Arkhangelsk ship packed with students spurs controversy in Norway
Permission to use an onboard grab to sample a few bottom sediments on the seafloor east of Svalbard triggers media headlines in Norway.
Business online E24, public broadcaster NRK and news agency NTB bring headlines about the permission given by Norwegian authorities for “Professor Molchanov” to map the continental shelf for minerals.
The articles hint at bad intentions, security trouble and sanctions following Russia’s war on Ukraine. Also, the voyage is mixed with other Russian oceanographic research plans for the Arctic shelf this summer, like the voyage with “Akademik Keldysh”.
Incorrectly, the media stories claim “Professor Molchanov” is owned by the Shirshov Institute of Oceanology, a branch of the Russian Academy of Science sanctioned by the United States. It is the Northern Directorate of the Federal Service for Hydrometeorology (SevHydroMet) that owns the ship, while the ongoing voyage is organized in cooperation with Arkhangelsk-based Northern (Arctic) Federal University, NArFU.

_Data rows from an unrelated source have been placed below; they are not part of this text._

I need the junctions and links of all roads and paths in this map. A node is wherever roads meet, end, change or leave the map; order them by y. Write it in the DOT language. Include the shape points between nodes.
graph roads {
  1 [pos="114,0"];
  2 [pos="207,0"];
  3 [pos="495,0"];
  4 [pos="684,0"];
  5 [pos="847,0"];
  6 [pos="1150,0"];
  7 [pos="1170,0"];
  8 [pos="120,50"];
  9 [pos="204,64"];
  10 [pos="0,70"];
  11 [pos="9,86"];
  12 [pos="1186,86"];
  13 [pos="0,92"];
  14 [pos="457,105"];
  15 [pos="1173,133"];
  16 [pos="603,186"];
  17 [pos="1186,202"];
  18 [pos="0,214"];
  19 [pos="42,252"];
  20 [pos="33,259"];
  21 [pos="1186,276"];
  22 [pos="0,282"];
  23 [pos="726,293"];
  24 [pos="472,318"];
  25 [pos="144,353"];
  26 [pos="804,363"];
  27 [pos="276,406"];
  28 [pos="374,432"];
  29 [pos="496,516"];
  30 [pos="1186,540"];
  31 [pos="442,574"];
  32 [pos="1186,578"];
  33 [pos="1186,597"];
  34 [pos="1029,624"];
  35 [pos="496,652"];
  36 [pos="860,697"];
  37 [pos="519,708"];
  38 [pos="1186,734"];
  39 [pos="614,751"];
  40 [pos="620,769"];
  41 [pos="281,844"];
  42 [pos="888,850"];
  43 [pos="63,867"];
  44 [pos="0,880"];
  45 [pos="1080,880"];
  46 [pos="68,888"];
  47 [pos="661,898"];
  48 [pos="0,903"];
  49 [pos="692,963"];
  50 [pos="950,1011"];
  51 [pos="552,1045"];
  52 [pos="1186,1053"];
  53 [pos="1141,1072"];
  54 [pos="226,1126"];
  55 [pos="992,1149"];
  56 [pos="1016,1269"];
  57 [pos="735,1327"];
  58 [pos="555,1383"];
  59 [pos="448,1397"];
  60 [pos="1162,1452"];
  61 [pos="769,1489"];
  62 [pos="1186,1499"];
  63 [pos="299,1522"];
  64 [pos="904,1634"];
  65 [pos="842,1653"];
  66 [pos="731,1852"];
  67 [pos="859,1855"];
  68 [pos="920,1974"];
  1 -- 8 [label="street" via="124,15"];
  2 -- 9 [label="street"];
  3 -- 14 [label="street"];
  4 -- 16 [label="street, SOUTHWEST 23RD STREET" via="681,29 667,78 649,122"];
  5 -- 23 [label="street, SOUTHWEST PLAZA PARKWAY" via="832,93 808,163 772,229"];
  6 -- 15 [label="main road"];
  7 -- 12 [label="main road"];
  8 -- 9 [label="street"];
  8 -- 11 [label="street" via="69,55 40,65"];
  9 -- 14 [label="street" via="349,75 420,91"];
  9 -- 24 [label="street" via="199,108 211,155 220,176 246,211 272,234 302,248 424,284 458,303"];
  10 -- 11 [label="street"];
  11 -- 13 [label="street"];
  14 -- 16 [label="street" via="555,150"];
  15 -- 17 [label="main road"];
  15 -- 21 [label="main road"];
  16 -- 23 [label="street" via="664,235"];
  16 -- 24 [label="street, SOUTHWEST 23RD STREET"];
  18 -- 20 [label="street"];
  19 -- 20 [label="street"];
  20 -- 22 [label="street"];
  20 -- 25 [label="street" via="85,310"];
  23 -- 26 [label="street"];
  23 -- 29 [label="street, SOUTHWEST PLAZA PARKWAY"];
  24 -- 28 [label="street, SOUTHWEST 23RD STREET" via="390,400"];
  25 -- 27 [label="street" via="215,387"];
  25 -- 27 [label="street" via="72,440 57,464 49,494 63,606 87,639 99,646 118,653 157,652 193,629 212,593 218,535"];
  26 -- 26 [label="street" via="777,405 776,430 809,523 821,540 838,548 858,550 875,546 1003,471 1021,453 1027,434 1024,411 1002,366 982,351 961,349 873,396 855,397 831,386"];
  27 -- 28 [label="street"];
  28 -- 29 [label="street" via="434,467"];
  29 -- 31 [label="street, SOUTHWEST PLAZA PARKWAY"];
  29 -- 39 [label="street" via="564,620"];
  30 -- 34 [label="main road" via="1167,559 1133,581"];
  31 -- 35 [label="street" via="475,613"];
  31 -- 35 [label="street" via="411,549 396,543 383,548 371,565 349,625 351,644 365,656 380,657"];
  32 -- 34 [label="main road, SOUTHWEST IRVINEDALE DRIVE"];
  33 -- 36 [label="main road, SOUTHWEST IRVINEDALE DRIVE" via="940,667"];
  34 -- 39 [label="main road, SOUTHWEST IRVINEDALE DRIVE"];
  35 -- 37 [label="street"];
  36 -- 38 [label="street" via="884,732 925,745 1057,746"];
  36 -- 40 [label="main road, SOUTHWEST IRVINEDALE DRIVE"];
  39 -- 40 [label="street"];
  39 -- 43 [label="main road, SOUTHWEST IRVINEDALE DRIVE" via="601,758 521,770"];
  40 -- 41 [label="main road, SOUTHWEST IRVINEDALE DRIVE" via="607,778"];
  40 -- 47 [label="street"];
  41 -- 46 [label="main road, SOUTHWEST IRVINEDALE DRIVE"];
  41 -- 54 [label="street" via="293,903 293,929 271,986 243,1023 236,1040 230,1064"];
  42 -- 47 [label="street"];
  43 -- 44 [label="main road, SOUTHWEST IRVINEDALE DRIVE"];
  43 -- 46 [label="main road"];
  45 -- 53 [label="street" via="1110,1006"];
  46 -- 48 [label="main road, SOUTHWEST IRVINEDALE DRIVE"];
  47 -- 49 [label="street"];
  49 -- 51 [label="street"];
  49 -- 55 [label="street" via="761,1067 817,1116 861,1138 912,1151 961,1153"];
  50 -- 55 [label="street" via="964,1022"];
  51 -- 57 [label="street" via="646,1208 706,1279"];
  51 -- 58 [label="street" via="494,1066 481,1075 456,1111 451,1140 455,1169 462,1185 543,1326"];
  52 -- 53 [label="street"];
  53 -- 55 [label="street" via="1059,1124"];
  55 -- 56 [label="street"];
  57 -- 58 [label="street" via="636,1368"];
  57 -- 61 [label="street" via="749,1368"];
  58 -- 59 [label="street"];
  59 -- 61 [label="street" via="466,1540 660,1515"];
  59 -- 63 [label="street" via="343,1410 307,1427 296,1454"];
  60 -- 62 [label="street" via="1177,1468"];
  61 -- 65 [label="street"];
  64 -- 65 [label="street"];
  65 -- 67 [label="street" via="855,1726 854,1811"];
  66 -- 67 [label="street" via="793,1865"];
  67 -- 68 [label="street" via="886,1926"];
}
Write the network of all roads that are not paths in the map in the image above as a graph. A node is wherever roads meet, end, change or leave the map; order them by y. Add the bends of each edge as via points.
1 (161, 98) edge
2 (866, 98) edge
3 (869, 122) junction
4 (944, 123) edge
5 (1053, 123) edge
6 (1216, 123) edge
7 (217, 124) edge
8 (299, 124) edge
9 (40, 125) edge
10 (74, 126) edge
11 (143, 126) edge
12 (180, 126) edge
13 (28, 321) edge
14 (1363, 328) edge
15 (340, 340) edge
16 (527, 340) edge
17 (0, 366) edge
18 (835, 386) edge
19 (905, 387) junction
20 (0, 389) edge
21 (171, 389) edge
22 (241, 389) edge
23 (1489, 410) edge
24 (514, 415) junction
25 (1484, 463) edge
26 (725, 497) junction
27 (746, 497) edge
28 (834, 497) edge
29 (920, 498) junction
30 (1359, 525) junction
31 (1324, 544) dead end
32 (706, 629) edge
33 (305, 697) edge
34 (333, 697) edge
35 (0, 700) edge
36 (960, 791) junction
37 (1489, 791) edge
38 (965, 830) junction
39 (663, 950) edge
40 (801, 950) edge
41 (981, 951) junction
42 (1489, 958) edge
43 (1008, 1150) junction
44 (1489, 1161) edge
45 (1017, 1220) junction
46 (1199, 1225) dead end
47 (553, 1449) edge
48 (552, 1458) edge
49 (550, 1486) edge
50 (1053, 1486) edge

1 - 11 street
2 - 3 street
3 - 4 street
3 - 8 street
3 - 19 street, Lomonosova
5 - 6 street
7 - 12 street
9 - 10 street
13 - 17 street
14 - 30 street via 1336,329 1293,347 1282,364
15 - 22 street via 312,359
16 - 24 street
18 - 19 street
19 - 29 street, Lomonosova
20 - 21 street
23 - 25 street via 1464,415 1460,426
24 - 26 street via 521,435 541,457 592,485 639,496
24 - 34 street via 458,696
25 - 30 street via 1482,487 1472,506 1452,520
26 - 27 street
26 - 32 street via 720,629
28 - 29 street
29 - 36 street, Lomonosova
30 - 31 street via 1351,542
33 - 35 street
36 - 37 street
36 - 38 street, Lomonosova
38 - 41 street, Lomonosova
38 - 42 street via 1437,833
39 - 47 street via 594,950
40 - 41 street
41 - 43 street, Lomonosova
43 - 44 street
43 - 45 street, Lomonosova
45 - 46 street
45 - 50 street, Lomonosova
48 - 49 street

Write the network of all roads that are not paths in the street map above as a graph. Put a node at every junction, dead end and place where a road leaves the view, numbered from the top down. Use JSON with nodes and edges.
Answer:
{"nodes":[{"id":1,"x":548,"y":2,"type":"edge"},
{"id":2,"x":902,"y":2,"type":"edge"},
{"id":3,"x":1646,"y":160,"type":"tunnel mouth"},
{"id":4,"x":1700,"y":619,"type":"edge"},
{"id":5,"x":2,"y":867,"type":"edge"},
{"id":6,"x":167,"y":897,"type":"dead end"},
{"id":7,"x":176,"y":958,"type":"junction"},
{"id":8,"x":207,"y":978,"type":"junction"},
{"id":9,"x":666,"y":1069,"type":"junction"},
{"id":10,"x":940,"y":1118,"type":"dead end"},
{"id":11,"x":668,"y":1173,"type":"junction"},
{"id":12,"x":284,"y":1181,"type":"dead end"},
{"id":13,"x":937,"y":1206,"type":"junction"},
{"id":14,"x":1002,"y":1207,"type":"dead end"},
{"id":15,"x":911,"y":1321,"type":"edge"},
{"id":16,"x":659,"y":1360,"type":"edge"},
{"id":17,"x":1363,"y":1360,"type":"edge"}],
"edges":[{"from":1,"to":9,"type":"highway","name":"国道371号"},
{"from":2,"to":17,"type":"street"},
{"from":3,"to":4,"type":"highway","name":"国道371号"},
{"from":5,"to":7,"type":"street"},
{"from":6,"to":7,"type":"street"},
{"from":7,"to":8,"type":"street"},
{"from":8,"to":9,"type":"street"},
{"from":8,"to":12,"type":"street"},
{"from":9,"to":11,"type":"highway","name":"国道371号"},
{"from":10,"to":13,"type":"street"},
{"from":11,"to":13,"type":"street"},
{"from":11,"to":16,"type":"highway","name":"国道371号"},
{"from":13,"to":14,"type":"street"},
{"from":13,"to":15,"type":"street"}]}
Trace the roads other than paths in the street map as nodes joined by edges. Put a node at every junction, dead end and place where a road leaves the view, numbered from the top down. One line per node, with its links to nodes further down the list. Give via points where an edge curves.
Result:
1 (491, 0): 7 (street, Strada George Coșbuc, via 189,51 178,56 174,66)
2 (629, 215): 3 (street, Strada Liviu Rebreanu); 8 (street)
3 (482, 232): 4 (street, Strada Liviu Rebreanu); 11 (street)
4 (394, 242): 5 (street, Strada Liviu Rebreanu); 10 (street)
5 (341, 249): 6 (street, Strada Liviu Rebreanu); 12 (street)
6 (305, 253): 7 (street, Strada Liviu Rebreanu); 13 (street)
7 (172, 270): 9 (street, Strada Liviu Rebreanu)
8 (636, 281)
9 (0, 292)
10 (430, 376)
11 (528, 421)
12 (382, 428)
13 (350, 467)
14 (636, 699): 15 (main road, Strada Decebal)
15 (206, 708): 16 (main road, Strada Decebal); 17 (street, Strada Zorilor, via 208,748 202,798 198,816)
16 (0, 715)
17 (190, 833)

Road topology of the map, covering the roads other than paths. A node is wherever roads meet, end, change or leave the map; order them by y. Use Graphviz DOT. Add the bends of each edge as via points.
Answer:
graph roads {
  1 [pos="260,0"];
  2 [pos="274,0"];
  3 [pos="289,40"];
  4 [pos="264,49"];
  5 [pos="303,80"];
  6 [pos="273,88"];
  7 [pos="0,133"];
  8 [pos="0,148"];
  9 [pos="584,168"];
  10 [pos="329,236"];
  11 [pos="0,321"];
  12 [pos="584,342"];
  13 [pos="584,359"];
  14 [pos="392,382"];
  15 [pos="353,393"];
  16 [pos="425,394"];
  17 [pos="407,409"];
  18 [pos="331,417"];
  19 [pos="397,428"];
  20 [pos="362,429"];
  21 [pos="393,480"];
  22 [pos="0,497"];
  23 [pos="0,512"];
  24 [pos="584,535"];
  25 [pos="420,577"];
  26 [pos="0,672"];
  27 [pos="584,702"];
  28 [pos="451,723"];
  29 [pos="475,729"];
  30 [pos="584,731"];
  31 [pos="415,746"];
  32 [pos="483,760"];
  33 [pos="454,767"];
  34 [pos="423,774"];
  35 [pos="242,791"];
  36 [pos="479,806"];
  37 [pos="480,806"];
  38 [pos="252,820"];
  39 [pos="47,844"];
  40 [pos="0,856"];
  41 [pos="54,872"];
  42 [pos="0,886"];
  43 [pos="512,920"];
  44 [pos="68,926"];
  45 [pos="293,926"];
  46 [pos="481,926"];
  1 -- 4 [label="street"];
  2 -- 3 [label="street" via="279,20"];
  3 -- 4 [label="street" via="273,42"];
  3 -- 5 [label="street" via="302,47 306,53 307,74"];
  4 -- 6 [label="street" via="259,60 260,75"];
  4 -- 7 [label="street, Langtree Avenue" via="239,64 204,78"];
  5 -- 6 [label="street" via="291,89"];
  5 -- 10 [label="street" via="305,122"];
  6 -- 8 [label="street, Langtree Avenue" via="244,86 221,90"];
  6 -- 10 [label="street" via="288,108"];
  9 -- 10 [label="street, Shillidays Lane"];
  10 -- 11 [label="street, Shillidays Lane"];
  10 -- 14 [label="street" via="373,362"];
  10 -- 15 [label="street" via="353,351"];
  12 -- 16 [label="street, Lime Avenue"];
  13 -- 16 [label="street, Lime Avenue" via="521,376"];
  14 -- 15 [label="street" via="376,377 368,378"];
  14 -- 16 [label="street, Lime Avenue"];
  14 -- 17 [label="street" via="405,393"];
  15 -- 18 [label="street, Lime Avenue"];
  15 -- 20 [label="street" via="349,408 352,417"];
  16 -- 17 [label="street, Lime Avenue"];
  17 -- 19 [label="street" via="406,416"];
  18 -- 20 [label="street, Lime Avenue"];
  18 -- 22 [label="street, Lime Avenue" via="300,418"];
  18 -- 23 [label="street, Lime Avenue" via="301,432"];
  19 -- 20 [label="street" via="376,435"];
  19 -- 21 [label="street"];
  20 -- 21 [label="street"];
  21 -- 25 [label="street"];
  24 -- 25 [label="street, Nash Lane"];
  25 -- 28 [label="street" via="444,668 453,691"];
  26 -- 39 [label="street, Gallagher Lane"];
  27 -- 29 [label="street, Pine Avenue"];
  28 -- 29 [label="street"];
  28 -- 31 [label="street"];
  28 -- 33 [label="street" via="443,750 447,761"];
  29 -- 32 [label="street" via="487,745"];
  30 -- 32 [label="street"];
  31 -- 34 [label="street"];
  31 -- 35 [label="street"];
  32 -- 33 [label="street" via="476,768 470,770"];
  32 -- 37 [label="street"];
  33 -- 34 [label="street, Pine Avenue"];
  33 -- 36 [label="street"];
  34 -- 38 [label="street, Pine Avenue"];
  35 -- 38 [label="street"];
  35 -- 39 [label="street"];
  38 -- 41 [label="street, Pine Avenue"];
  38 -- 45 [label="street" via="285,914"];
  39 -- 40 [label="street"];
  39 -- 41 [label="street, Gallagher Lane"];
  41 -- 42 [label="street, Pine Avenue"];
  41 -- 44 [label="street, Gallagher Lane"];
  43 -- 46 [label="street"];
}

Permission to collect a few bottom samples is limited to international waters on the shelf east of Nordaustlandet, south of Kvitøya, part of the Svalbard archipelago. According to E24, the permission to collect samples of bottom sediments is time-limited for June 10 to July 10. It is, however, not clear if the voyage at all will sail to the northwestern Barents Sea.
Both NArFU and regional authorities in Arkhangelsk list a totally different path for the expedition. Embarking last Friday, the students, researchers and journalists set sail for the White Sea and Barents Sea. On Monday, the vessel was off the coast of Gremikha on the Kola Peninsula and by Tuesday, the ship sails northbound in the Barents Sea towards Novaya Zemlya where two landings are planned. Additional destinations include the islands of Kolguyev and Vaigach, as well as the waters around Franz Josef Land and the Kara Sea.
Svalbard and the northwestern Barents Sea are not mentioned. The ship will be back in port in Arkhangelsk on July 15.
State-controlled TASS news agency has a journalist onboard that provides daily diary updates about the work of the students.
This is the 11th year in a row that “Professor Molchanov” sails with students in Arctic waters during summer time. Entitled Floating Arctic University, the voyages aim to teach about the Arctic environment, climate glaciology and oceanography.

Same vessel, opposite narrative
Ten years ago, in 2013, it was the Norwegians onboard “Professor Molchanov” that made headlines in Russian media. Marking the 100th anniversary since explorer Fridtjof Nansen sailed to the Yenisei River, NArFu and UiT-Arctic University of Norway, embarked on a voyage from the White Sea to the Arctic port of Dudinka, including a port call to Dikson on the northern coast to the Kara Sea.
An article by news agency Regnum about the expedition more than hinted that the Norwegian interest onboard was devoted to grabbing a share of Russia’s Arctic resources. The tour was named a “soft power steamer of Norway” and Russian participants onboard were branded as “assets” and “agents” of Norway.
The Barents Observer, together with newspapers Dagens Næringsliv and Nordlys, reported from the joint Norwegian-Russian voyage in 2013.

Originally built in Finland in the early 1980ties, the ice-strengthened ”Professor Molchanov” has sailed for different Murmansk and Arkhangelsk-based research institutions, as well as several seasons on tourist voyages in Arctic waters.